§ **Your assignment**: Go through the entries and copy every line that has the string "Κορωπίου" in it.

──────── Data for this task

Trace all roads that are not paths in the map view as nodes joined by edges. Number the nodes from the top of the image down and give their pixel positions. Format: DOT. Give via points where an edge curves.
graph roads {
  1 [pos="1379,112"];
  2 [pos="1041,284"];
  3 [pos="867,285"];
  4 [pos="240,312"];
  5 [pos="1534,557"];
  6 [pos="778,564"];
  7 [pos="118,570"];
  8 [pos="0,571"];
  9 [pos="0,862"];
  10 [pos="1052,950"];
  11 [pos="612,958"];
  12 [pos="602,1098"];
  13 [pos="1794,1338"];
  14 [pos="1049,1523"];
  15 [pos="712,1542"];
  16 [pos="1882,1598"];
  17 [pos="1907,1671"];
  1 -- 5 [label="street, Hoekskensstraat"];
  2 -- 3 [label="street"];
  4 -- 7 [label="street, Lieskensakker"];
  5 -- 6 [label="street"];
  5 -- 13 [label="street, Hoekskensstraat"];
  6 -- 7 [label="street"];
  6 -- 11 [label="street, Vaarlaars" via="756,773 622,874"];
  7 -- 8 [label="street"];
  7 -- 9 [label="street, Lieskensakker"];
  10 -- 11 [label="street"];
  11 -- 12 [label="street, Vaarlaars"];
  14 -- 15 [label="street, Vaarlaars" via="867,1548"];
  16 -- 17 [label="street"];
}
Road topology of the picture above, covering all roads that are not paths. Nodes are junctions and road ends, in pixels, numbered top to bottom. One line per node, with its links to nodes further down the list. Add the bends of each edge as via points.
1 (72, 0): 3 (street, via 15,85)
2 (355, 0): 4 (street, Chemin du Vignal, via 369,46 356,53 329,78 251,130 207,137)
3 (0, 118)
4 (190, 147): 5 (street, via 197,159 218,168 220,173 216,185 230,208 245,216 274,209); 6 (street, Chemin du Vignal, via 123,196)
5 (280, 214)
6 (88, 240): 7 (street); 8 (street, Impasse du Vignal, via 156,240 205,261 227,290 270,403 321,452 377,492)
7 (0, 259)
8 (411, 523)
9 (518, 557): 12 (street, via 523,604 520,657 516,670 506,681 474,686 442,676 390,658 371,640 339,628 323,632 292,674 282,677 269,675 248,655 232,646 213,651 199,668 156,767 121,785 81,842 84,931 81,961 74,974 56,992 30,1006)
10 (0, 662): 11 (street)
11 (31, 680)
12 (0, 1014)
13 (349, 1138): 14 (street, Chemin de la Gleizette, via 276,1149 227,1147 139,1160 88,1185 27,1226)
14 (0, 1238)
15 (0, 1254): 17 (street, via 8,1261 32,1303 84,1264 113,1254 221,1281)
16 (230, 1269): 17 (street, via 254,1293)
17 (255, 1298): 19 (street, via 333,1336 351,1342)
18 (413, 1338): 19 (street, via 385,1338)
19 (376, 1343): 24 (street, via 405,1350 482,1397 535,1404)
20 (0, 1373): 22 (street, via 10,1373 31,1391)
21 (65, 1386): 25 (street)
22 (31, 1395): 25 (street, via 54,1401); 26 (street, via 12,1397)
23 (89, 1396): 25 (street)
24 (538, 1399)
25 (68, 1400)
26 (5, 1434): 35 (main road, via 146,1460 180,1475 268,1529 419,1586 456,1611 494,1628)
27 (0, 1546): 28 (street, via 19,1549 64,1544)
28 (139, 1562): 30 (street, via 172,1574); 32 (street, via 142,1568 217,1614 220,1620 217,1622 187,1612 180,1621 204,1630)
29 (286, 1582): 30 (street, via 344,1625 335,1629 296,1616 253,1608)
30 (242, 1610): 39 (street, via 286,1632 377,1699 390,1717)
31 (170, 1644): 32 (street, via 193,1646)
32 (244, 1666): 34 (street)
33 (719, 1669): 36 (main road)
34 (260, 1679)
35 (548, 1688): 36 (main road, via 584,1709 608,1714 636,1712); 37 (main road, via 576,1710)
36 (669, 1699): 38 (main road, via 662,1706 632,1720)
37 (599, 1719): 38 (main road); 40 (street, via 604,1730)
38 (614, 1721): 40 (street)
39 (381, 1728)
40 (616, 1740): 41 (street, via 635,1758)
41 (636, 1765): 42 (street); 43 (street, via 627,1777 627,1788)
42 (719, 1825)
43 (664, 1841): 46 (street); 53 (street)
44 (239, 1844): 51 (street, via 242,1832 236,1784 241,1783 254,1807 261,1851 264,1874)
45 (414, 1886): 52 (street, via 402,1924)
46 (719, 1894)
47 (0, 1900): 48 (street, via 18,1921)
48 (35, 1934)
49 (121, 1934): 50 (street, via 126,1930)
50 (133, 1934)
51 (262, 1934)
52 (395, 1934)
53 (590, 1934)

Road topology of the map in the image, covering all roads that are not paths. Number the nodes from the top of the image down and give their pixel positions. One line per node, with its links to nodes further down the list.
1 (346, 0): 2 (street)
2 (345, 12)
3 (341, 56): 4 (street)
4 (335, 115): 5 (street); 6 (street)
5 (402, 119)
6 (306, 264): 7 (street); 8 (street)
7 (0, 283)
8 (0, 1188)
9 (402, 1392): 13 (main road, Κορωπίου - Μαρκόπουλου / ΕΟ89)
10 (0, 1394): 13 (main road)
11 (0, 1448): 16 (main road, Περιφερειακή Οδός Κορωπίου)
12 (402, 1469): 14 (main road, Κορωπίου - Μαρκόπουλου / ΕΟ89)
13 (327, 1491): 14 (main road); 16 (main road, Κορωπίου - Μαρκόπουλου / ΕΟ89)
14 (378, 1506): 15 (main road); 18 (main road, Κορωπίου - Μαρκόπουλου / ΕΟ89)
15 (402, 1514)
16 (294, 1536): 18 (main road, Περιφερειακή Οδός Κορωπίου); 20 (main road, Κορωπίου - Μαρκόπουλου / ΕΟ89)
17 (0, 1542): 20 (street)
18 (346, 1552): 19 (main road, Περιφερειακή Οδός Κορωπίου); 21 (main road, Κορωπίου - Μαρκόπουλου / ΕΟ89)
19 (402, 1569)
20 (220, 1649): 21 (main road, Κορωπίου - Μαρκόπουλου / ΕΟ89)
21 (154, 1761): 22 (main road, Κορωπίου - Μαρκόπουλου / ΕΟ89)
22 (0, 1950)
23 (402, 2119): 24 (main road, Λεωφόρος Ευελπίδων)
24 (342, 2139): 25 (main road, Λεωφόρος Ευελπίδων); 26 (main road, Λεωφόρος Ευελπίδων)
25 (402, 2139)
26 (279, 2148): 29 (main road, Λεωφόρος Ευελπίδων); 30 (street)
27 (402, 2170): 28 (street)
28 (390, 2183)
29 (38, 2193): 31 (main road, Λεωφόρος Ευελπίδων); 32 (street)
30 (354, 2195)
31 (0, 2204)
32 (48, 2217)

────────────────

§ **Answer section**:
9 (402, 1392): 13 (main road, Κορωπίου - Μαρκόπουλου / ΕΟ89)
11 (0, 1448): 16 (main road, Περιφερειακή Οδός Κορωπίου)
12 (402, 1469): 14 (main road, Κορωπίου - Μαρκόπουλου / ΕΟ89)
13 (327, 1491): 14 (main road); 16 (main road, Κορωπίου - Μαρκόπουλου / ΕΟ89)
14 (378, 1506): 15 (main road); 18 (main road, Κορωπίου - Μαρκόπουλου / ΕΟ89)
16 (294, 1536): 18 (main road, Περιφερειακή Οδός Κορωπίου); 20 (main road, Κορωπίου - Μαρκόπουλου / ΕΟ89)
18 (346, 1552): 19 (main road, Περιφερειακή Οδός Κορωπίου); 21 (main road, Κορωπίου - Μαρκόπουλου / ΕΟ89)
20 (220, 1649): 21 (main road, Κορωπίου - Μαρκόπουλου / ΕΟ89)
21 (154, 1761): 22 (main road, Κορωπίου - Μαρκόπουλου / ΕΟ89)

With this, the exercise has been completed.